“There, it’s all right, Davie,” she said, “Mother knows all about it.”

“I’ve made—I’ve made—you all—ashamed,” said Davie in little shivery gasps, throwing his arms around her neck.

“You will make us very much ashamed,” said Mrs. Pepper, “unless you sit up now, and be Mother’s good boy.”

“Will I?” David raised a little face that was quite white. The soft waves of light hair tumbled over his forehead.

“Yes, indeed,” Mother Pepper brushed them back soothingly.

“I will be your good boy, Mamsie,” said David, sitting up in her lap, his miserable little face brightening a bit.

“He better take some o’ this med’cine.” The little old woman tried to pass the small bottle she picked out of her black silk bag. “I always carry it everywhere’s I go, ef I sh’d be sick.”

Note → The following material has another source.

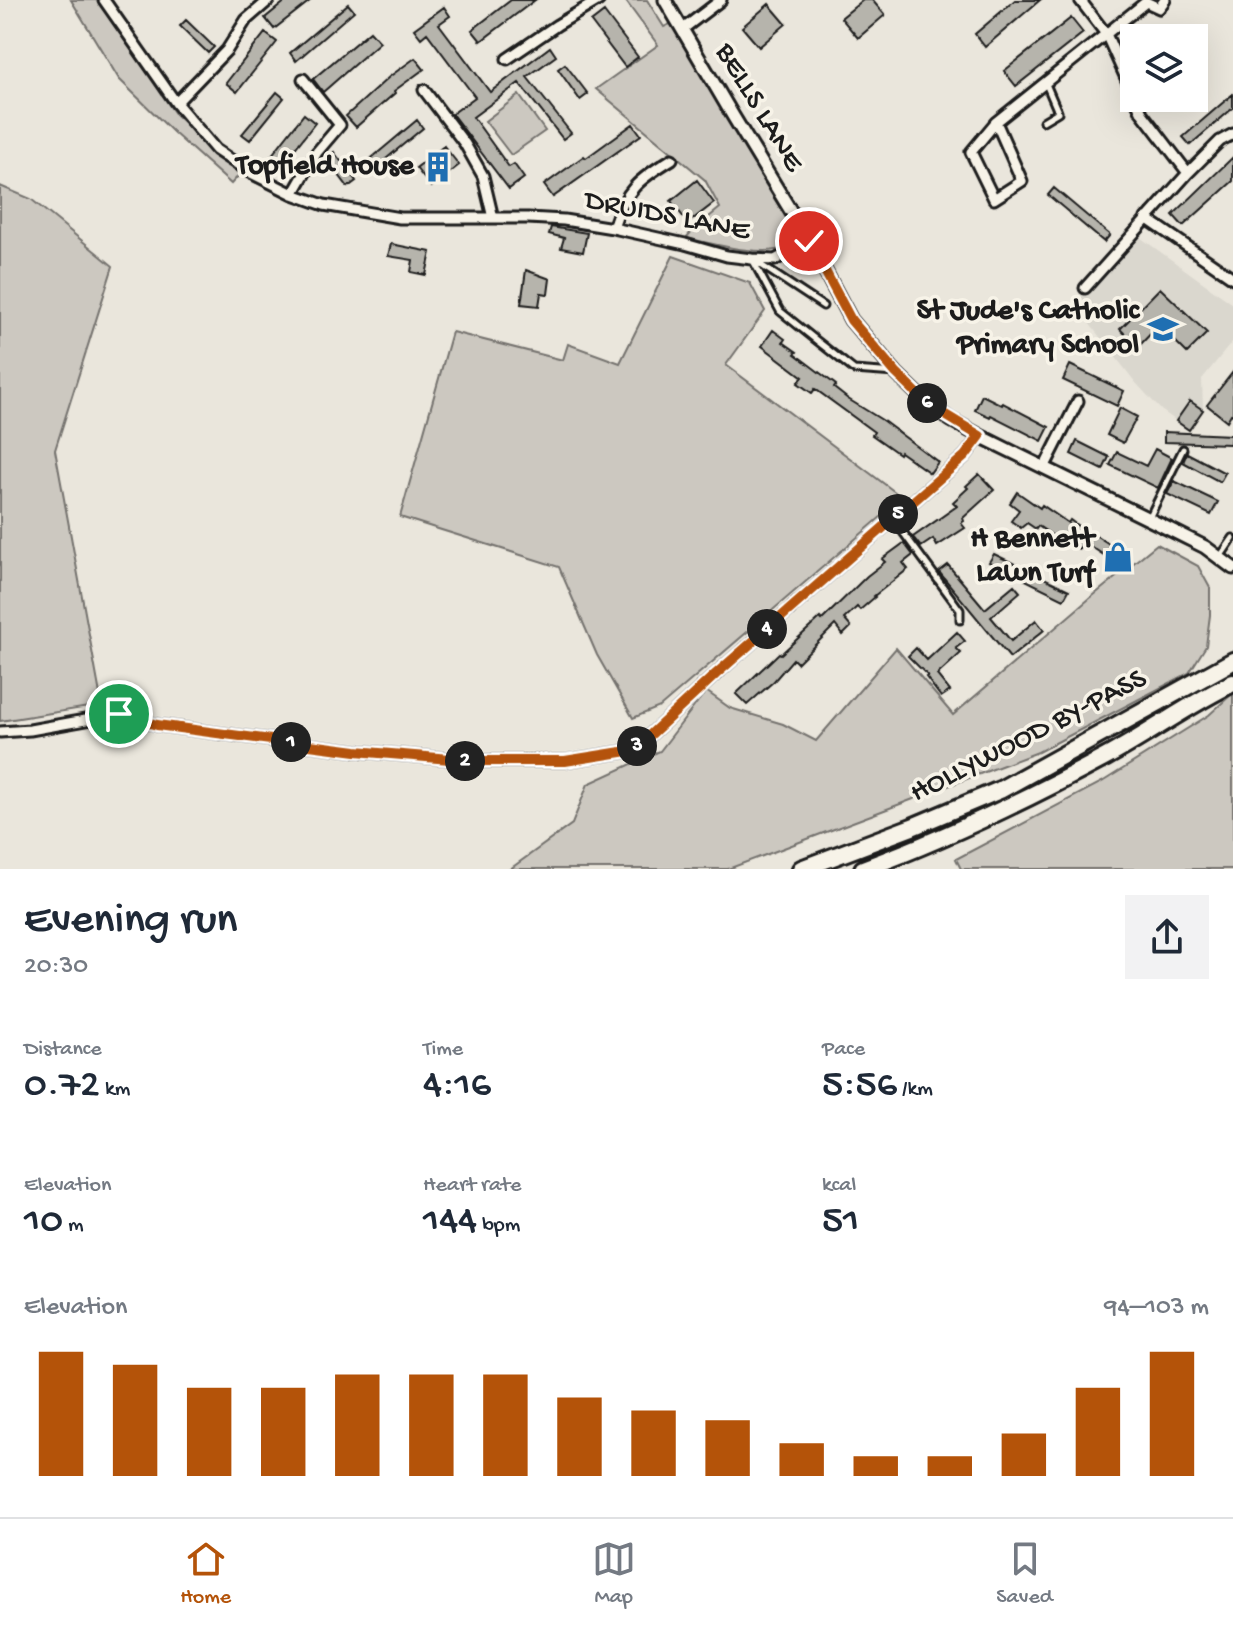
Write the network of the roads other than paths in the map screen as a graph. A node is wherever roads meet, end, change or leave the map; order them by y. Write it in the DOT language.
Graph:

But Mrs. Pepper shook her head. And Joel being now absorbed in the bears that somehow were determined not to march with the others, but to get up a show all by themselves, till the trainer with his little whip had to get them into line, everything became quiet once more.

Well, after the grand parade, there was the big show when the animals did the most surprising things, and the men and the women in spangles and satin and velvet jumped from horses going at top speed—or through hoops, or swung in the air like big birds.

And then there was a great to-do, everybody clambering down from the seats—all trying to get out of the tent at once.